- MATERIAL PROVIDED
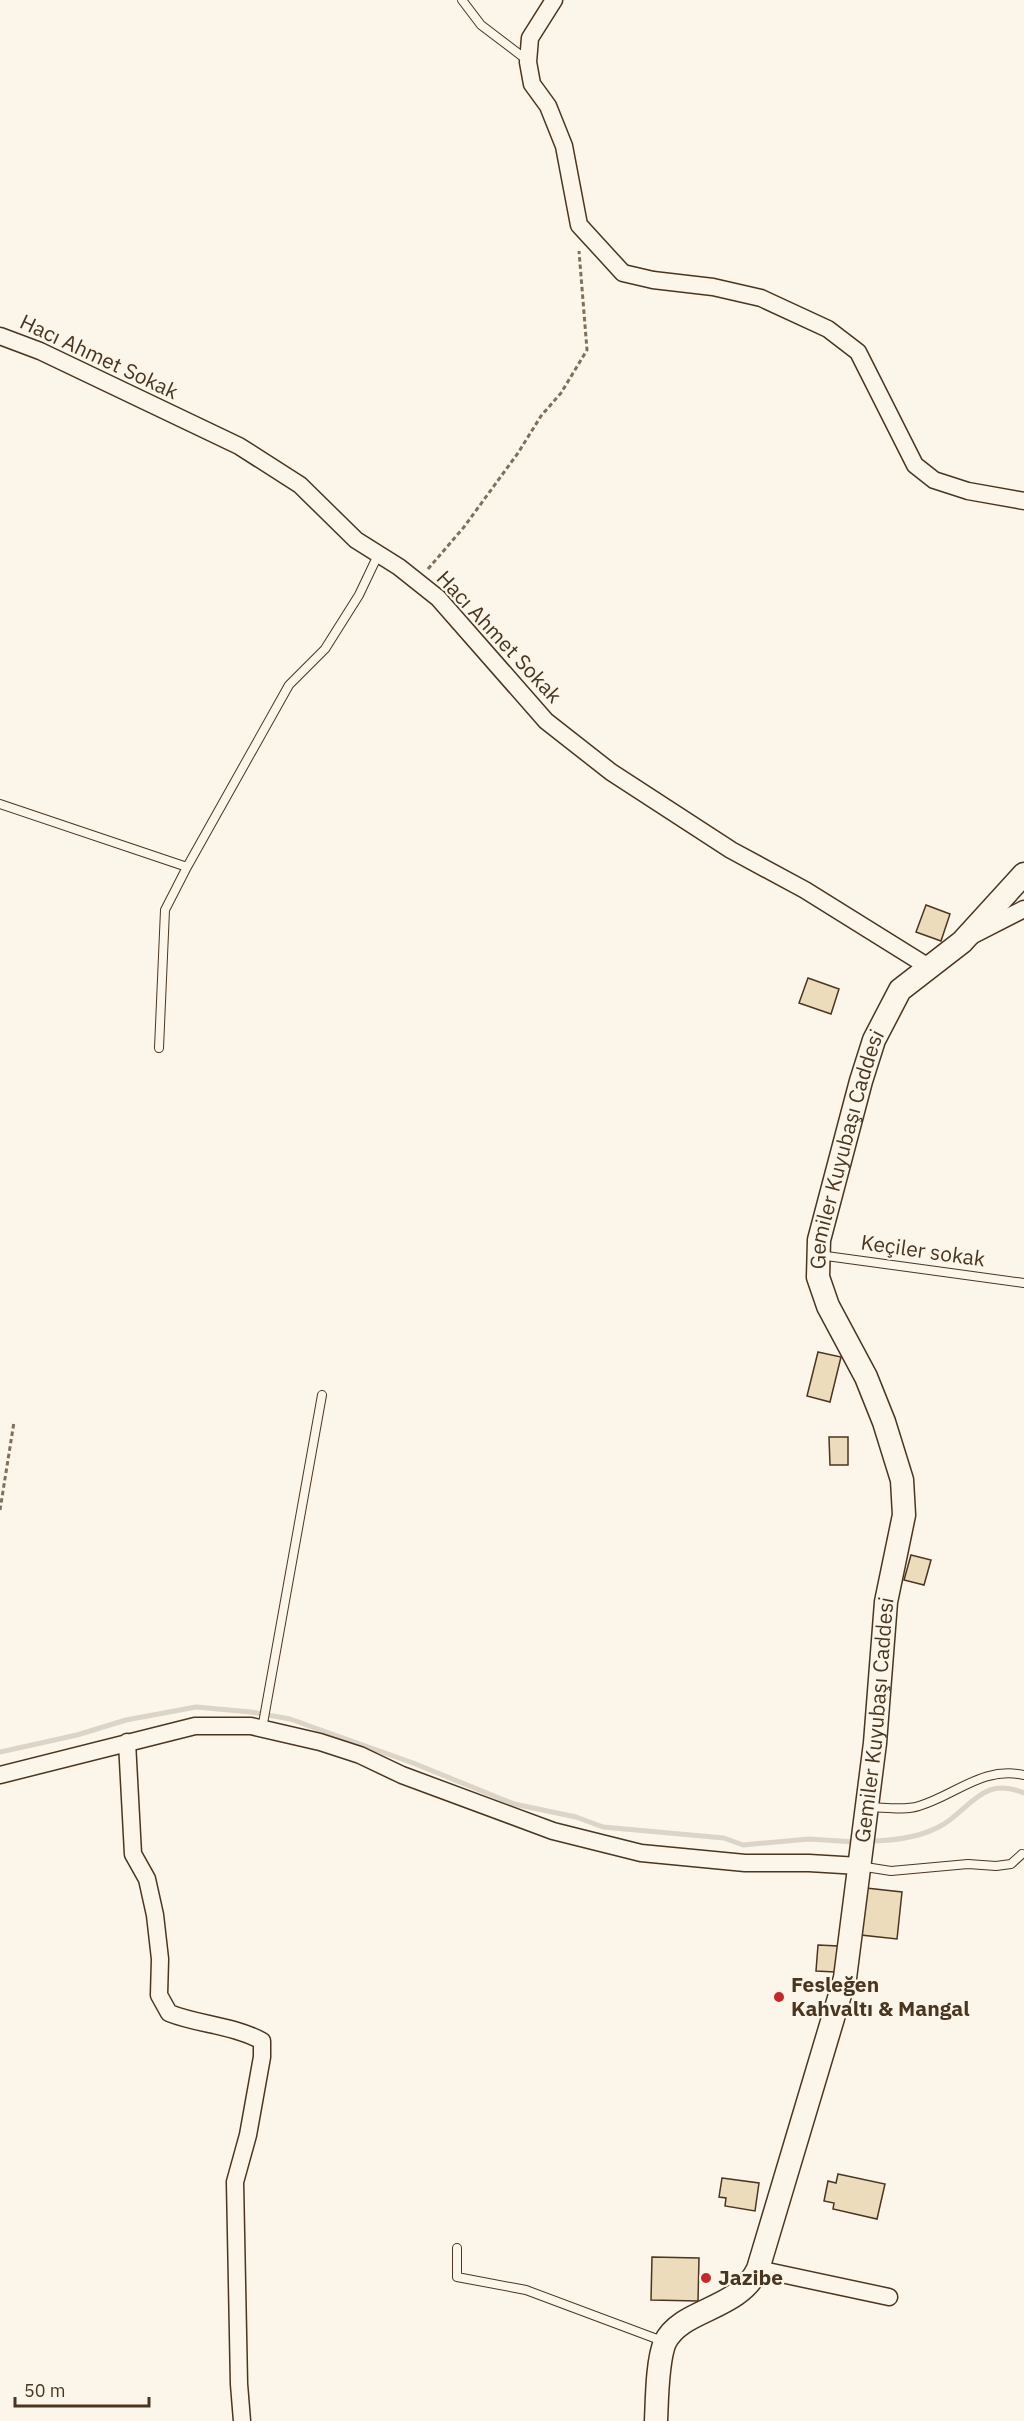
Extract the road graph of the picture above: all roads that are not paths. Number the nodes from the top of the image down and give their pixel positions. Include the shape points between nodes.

==

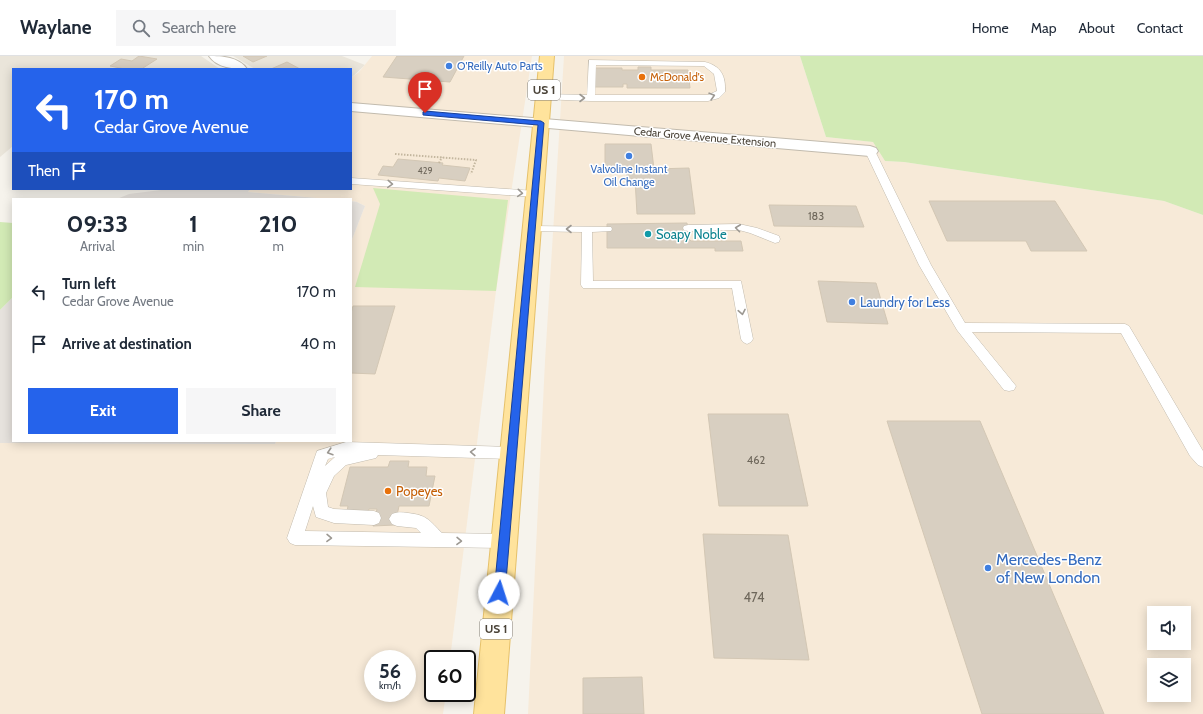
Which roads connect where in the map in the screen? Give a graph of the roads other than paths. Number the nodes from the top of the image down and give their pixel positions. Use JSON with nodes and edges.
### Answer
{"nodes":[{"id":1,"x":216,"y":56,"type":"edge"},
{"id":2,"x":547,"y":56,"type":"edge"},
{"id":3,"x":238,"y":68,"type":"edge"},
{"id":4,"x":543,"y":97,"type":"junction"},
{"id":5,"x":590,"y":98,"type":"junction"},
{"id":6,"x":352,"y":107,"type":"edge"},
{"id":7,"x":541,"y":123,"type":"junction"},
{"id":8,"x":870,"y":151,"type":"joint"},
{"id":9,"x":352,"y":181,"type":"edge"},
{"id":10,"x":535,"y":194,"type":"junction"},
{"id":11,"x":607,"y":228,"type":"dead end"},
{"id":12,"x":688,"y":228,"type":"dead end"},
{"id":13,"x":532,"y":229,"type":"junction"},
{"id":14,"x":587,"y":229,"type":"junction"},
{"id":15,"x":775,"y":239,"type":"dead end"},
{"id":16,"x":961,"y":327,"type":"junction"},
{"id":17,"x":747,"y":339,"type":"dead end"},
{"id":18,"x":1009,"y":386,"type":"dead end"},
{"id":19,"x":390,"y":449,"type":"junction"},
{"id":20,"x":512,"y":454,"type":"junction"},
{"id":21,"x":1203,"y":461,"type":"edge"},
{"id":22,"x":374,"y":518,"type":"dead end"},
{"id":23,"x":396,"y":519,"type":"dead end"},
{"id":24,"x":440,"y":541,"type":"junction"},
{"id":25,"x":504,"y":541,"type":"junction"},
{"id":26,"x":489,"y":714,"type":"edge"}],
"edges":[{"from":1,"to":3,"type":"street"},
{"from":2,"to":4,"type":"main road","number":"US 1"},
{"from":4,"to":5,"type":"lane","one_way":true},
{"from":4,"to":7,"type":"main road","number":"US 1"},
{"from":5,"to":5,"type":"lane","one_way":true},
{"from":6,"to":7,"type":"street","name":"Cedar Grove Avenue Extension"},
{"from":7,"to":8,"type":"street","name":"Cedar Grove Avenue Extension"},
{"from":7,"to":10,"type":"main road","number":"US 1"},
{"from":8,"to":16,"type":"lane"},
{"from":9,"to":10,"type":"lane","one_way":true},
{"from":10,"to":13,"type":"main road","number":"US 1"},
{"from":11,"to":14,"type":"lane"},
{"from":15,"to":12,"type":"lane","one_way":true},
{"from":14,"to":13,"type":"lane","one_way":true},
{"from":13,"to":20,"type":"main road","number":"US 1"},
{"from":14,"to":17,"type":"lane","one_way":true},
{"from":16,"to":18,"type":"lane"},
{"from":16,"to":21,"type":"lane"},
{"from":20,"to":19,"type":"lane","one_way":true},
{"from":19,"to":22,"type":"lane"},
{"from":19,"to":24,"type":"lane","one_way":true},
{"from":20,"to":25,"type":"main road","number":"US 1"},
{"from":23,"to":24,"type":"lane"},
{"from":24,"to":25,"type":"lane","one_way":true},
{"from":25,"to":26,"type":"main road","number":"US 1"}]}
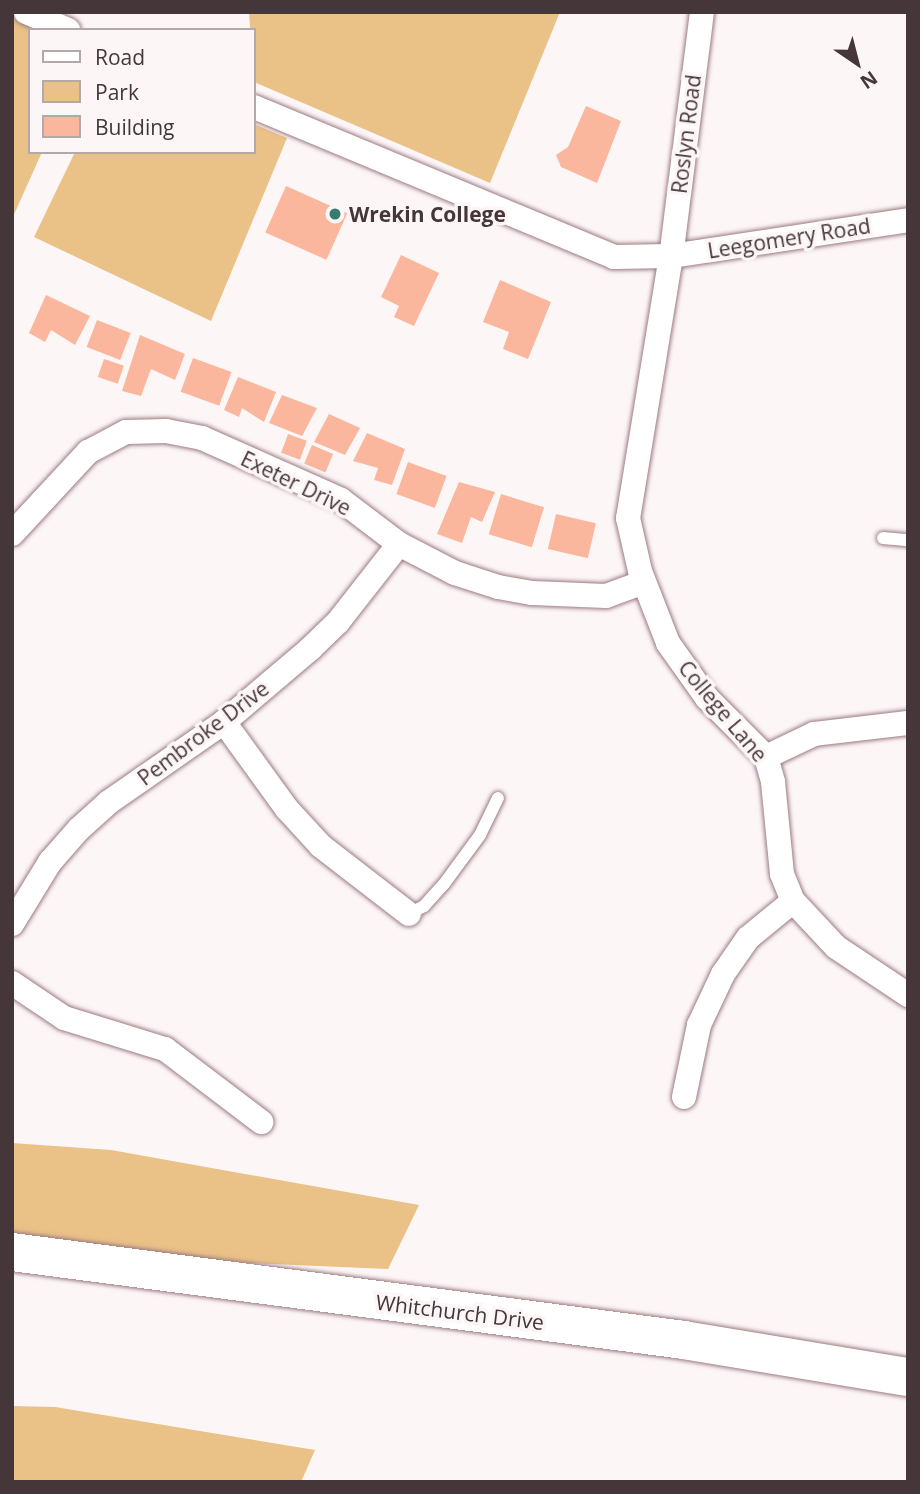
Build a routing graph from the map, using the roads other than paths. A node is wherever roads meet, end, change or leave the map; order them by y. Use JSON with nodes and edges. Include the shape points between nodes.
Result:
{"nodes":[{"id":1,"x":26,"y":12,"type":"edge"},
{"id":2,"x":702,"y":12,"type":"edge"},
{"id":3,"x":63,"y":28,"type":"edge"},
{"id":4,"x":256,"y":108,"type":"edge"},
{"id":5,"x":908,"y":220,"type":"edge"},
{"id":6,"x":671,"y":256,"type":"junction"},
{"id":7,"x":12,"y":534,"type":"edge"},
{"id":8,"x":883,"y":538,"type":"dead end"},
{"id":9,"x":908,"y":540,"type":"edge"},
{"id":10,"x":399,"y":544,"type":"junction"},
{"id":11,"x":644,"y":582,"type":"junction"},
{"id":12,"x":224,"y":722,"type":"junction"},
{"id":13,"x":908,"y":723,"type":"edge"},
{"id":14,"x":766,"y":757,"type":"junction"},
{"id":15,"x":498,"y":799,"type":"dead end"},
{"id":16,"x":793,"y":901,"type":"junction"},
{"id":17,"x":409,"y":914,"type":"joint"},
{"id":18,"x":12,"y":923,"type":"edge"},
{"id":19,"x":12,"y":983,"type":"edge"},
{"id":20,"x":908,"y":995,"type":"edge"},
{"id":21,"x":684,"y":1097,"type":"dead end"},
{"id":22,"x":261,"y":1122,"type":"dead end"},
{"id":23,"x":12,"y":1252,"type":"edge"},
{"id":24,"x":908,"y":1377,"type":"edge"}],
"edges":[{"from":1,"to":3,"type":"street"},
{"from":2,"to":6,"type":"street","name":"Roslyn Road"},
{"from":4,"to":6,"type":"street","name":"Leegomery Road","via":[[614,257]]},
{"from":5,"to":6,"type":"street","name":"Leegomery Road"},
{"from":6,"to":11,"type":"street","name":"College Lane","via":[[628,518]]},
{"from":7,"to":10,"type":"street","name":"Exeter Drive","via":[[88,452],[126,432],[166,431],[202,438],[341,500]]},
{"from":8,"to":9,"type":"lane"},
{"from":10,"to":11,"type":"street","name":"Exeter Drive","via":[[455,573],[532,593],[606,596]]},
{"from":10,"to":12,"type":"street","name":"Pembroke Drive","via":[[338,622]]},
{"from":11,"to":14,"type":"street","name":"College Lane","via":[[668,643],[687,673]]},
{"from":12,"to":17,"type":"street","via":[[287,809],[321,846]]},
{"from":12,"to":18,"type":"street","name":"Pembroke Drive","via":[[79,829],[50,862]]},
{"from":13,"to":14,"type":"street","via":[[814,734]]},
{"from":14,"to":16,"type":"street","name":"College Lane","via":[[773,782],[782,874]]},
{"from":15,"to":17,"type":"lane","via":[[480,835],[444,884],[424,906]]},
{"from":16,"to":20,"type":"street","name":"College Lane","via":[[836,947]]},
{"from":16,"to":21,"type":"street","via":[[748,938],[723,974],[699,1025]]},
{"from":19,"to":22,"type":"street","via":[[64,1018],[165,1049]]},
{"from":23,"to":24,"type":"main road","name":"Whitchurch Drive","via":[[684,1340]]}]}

- ABOUT THIS TASK
Read through the data and copy every line where "their" shows up.

- REPLY
Extract the road graph of the picture above: all roads that are not paths. Number the nodes from the top of the image down and give their pixel positions. Include the shape points between nodes.
Which roads connect where in the map in the screen? Give a graph of the roads other than paths. Number the nodes from the top of the image down and give their pixel positions. Use JSON with nodes and edges.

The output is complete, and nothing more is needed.